Sorry, I am new to MathOverflow and may have checked the answer too soon, but I ma sure it is definitely a step in the right direction. –  Tomaž Pisanski Mar 6 '10 at 8:19

If your graph is bipartite (a natural restriction if the motivation comes from Hueckel theory), then the symmetry of the spectrum tells you a pretty good deal. If 0 is an eigenvalue of your graph, then it is a double eigenvalue, and so $\lambda_{n+1}-\lambda_n=0-0=0$. If 0 is not an eigenvalue of your graph, then $\lambda_n$ is the least positive eigenvalue of your graph, and $\lambda_{n+1}$ is its negative.
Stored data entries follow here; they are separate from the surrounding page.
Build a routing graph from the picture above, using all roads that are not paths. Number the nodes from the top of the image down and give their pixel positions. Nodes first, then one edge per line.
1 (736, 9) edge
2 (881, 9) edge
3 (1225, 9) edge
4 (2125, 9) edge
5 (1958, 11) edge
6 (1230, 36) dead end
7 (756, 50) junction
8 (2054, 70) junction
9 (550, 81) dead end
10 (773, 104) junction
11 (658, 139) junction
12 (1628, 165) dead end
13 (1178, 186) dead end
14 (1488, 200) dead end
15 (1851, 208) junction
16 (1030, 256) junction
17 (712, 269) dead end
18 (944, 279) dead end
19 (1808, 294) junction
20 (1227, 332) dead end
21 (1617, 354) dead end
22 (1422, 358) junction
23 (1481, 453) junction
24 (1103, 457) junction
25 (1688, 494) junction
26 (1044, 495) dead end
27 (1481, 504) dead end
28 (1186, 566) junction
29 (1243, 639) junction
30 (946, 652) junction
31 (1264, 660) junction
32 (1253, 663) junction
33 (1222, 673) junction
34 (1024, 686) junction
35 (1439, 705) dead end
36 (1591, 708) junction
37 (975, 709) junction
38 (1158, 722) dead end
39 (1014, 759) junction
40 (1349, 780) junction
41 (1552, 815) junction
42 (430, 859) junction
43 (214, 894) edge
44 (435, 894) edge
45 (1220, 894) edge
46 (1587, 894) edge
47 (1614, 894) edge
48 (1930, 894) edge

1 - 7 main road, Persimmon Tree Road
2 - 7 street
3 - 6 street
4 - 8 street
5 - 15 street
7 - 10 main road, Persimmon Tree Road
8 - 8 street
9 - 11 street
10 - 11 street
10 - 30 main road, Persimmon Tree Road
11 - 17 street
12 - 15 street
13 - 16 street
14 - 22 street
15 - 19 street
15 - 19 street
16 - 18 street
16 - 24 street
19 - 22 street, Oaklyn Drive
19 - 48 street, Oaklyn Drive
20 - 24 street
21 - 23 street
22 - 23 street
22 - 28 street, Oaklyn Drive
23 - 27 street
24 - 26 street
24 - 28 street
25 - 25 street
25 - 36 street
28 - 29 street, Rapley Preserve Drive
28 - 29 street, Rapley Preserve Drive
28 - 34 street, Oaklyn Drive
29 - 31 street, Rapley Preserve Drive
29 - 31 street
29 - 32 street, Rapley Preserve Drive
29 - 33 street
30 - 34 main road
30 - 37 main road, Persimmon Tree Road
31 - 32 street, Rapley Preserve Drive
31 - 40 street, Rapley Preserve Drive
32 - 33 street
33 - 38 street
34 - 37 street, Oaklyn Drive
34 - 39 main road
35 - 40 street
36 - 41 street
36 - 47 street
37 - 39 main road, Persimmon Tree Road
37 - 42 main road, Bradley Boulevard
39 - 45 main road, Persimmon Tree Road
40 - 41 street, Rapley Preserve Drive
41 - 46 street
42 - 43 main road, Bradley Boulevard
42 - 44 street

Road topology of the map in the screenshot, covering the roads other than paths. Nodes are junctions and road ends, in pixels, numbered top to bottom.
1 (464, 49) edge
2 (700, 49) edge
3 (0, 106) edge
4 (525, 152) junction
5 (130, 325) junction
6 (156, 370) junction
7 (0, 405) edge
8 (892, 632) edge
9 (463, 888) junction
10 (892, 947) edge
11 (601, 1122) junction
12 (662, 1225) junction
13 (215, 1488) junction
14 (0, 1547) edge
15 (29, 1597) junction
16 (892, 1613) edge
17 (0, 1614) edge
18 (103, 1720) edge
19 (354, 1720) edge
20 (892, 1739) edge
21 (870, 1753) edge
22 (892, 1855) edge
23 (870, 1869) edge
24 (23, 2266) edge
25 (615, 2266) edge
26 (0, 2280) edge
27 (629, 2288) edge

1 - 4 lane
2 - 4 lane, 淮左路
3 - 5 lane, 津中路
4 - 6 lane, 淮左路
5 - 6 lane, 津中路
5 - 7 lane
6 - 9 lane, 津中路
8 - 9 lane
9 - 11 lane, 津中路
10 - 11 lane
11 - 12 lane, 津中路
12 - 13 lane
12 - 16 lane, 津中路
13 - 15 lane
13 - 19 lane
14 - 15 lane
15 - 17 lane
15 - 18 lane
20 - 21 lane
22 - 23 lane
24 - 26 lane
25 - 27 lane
So studying $\lambda_n$ in this case is in fact equivalent to studying the difference $\lambda_n-\lambda_{n+1}=2\lambda_n$.

If you can also assume some other assumptions on your graph (e.g., that it has a unique perfect matching...again, fairly reasonable from Hueckel theory), then more can be said. Look up works by Godsil, in particular his paper "Inverses of Trees." For example (roughly), since zero is not an eigenvalue of your graph, roughly stemming from the invertibility of the adjacency matrix is the bound $\lambda_m\leq \frac{1}{\lambda_1}$, with equality under a certain technical condition on your graph (a "self-dual"ish type property). For a lower bound, Godsil shows that $\lambda_n$ of any such graph is bounded below by $\lambda_n$ of an explicit graph constructed in the paper (it is a corona product of graphs, though he doesn't use this terminology. In fact, I think it's specifically the corona $P_n\circ K_1$ which gives the lowest possible $\lambda_n$ among such graphs).

Hope that helps.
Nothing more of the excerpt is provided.